This task requires every entry to be set down again exactly.

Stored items
● ● ● ● ● ● ●

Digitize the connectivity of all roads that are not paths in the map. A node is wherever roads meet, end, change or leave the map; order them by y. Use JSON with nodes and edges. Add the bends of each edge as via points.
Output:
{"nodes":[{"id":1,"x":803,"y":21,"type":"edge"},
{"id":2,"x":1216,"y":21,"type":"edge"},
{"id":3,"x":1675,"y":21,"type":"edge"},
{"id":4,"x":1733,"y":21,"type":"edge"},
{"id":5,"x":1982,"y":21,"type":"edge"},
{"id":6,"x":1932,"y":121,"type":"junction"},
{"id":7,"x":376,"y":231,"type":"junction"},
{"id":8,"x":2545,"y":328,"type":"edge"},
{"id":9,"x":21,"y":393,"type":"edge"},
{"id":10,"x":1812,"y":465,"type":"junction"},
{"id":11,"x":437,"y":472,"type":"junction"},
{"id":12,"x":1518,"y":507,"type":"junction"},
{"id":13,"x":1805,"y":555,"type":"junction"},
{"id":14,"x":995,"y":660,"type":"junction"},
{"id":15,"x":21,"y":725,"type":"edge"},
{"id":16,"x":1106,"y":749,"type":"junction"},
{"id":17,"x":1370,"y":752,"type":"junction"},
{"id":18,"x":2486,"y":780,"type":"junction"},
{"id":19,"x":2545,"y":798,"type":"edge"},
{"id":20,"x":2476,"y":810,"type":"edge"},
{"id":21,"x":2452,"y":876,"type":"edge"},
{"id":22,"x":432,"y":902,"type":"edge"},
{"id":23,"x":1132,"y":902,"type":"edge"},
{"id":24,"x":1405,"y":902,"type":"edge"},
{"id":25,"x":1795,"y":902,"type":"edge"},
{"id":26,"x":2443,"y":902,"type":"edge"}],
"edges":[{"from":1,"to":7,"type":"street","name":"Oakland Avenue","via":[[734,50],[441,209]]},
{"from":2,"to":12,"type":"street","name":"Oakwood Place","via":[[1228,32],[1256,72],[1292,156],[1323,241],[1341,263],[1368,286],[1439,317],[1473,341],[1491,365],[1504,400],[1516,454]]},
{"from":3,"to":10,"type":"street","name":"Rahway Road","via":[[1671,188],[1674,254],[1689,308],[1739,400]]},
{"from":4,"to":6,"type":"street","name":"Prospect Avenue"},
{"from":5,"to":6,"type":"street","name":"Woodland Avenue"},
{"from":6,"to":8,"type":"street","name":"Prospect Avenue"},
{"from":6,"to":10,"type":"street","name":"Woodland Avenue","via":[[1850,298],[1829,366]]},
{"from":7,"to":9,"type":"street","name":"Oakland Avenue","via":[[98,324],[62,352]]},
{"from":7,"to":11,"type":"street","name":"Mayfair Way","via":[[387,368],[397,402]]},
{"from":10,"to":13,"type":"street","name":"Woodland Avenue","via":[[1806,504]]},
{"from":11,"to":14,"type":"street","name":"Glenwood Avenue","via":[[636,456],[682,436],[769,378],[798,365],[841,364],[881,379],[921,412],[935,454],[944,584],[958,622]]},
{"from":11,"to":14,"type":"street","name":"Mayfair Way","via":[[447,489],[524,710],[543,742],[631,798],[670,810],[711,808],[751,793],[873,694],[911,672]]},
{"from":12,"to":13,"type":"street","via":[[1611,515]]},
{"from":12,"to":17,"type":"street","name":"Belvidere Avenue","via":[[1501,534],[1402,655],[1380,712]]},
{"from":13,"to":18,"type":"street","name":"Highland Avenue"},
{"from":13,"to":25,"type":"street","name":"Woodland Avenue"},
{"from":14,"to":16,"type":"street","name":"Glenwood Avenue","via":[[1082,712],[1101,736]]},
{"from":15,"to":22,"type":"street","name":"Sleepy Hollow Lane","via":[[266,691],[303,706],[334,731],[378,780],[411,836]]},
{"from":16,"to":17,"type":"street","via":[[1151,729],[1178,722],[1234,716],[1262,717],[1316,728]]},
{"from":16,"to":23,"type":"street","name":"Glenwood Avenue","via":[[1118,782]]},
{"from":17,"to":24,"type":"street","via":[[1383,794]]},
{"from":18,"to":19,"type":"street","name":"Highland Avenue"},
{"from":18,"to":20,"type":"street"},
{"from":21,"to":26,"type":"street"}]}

● ● ● ● ● ● ●

- _Reply to the exercise_
Digitize the connectivity of all roads that are not paths in the map. A node is wherever roads meet, end, change or leave the map; order them by y. Use JSON with nodes and edges. Add the bends of each edge as via points.
Output:
{"nodes":[{"id":1,"x":803,"y":21,"type":"edge"},
{"id":2,"x":1216,"y":21,"type":"edge"},
{"id":3,"x":1675,"y":21,"type":"edge"},
{"id":4,"x":1733,"y":21,"type":"edge"},
{"id":5,"x":1982,"y":21,"type":"edge"},
{"id":6,"x":1932,"y":121,"type":"junction"},
{"id":7,"x":376,"y":231,"type":"junction"},
{"id":8,"x":2545,"y":328,"type":"edge"},
{"id":9,"x":21,"y":393,"type":"edge"},
{"id":10,"x":1812,"y":465,"type":"junction"},
{"id":11,"x":437,"y":472,"type":"junction"},
{"id":12,"x":1518,"y":507,"type":"junction"},
{"id":13,"x":1805,"y":555,"type":"junction"},
{"id":14,"x":995,"y":660,"type":"junction"},
{"id":15,"x":21,"y":725,"type":"edge"},
{"id":16,"x":1106,"y":749,"type":"junction"},
{"id":17,"x":1370,"y":752,"type":"junction"},
{"id":18,"x":2486,"y":780,"type":"junction"},
{"id":19,"x":2545,"y":798,"type":"edge"},
{"id":20,"x":2476,"y":810,"type":"edge"},
{"id":21,"x":2452,"y":876,"type":"edge"},
{"id":22,"x":432,"y":902,"type":"edge"},
{"id":23,"x":1132,"y":902,"type":"edge"},
{"id":24,"x":1405,"y":902,"type":"edge"},
{"id":25,"x":1795,"y":902,"type":"edge"},
{"id":26,"x":2443,"y":902,"type":"edge"}],
"edges":[{"from":1,"to":7,"type":"street","name":"Oakland Avenue","via":[[734,50],[441,209]]},
{"from":2,"to":12,"type":"street","name":"Oakwood Place","via":[[1228,32],[1256,72],[1292,156],[1323,241],[1341,263],[1368,286],[1439,317],[1473,341],[1491,365],[1504,400],[1516,454]]},
{"from":3,"to":10,"type":"street","name":"Rahway Road","via":[[1671,188],[1674,254],[1689,308],[1739,400]]},
{"from":4,"to":6,"type":"street","name":"Prospect Avenue"},
{"from":5,"to":6,"type":"street","name":"Woodland Avenue"},
{"from":6,"to":8,"type":"street","name":"Prospect Avenue"},
{"from":6,"to":10,"type":"street","name":"Woodland Avenue","via":[[1850,298],[1829,366]]},
{"from":7,"to":9,"type":"street","name":"Oakland Avenue","via":[[98,324],[62,352]]},
{"from":7,"to":11,"type":"street","name":"Mayfair Way","via":[[387,368],[397,402]]},
{"from":10,"to":13,"type":"street","name":"Woodland Avenue","via":[[1806,504]]},
{"from":11,"to":14,"type":"street","name":"Glenwood Avenue","via":[[636,456],[682,436],[769,378],[798,365],[841,364],[881,379],[921,412],[935,454],[944,584],[958,622]]},
{"from":11,"to":14,"type":"street","name":"Mayfair Way","via":[[447,489],[524,710],[543,742],[631,798],[670,810],[711,808],[751,793],[873,694],[911,672]]},
{"from":12,"to":13,"type":"street","via":[[1611,515]]},
{"from":12,"to":17,"type":"street","name":"Belvidere Avenue","via":[[1501,534],[1402,655],[1380,712]]},
{"from":13,"to":18,"type":"street","name":"Highland Avenue"},
{"from":13,"to":25,"type":"street","name":"Woodland Avenue"},
{"from":14,"to":16,"type":"street","name":"Glenwood Avenue","via":[[1082,712],[1101,736]]},
{"from":15,"to":22,"type":"street","name":"Sleepy Hollow Lane","via":[[266,691],[303,706],[334,731],[378,780],[411,836]]},
{"from":16,"to":17,"type":"street","via":[[1151,729],[1178,722],[1234,716],[1262,717],[1316,728]]},
{"from":16,"to":23,"type":"street","name":"Glenwood Avenue","via":[[1118,782]]},
{"from":17,"to":24,"type":"street","via":[[1383,794]]},
{"from":18,"to":19,"type":"street","name":"Highland Avenue"},
{"from":18,"to":20,"type":"street"},
{"from":21,"to":26,"type":"street"}]}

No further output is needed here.